Directions for this task:
Working through the lines below, return each one that holds "Lidi".

Data to process section start

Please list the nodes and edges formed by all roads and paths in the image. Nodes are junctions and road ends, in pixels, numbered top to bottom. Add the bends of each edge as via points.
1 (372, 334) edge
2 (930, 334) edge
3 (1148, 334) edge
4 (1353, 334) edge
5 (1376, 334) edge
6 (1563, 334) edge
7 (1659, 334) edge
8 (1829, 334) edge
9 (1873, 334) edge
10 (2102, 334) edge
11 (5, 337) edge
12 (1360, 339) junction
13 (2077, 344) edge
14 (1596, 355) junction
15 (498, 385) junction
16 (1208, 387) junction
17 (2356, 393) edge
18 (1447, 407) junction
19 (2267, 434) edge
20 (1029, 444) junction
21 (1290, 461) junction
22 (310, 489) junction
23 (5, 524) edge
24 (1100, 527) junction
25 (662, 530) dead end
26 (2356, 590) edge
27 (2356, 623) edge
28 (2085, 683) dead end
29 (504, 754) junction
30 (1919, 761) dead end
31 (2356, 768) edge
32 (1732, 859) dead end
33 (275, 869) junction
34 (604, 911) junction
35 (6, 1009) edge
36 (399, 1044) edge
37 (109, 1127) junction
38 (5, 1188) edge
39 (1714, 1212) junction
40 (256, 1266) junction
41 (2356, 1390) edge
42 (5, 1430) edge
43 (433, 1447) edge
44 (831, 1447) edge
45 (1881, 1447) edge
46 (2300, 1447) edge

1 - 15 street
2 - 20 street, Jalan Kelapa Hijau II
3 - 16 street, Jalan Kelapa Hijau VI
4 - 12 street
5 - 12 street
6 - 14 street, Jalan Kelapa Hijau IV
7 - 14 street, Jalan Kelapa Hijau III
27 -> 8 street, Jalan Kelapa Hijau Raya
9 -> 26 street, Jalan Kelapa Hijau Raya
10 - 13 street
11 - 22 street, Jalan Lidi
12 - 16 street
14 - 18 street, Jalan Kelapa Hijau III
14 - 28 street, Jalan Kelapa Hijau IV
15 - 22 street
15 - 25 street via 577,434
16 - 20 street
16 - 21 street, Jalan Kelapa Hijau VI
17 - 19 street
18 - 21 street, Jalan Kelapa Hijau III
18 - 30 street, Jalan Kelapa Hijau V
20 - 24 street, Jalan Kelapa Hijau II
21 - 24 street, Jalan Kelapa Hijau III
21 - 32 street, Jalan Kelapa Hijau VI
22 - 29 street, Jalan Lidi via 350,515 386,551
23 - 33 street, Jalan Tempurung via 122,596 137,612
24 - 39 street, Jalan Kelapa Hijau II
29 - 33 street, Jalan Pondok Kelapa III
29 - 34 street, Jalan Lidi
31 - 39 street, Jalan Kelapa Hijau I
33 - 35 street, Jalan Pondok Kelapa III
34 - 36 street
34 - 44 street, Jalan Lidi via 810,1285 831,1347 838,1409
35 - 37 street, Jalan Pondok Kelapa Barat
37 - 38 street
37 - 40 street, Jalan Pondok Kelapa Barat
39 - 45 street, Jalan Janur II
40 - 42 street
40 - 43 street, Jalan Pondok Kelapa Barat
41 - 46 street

Data to process section end

Response below:
11 - 22 street, Jalan Lidi
22 - 29 street, Jalan Lidi via 350,515 386,551
29 - 34 street, Jalan Lidi
34 - 44 street, Jalan Lidi via 810,1285 831,1347 838,1409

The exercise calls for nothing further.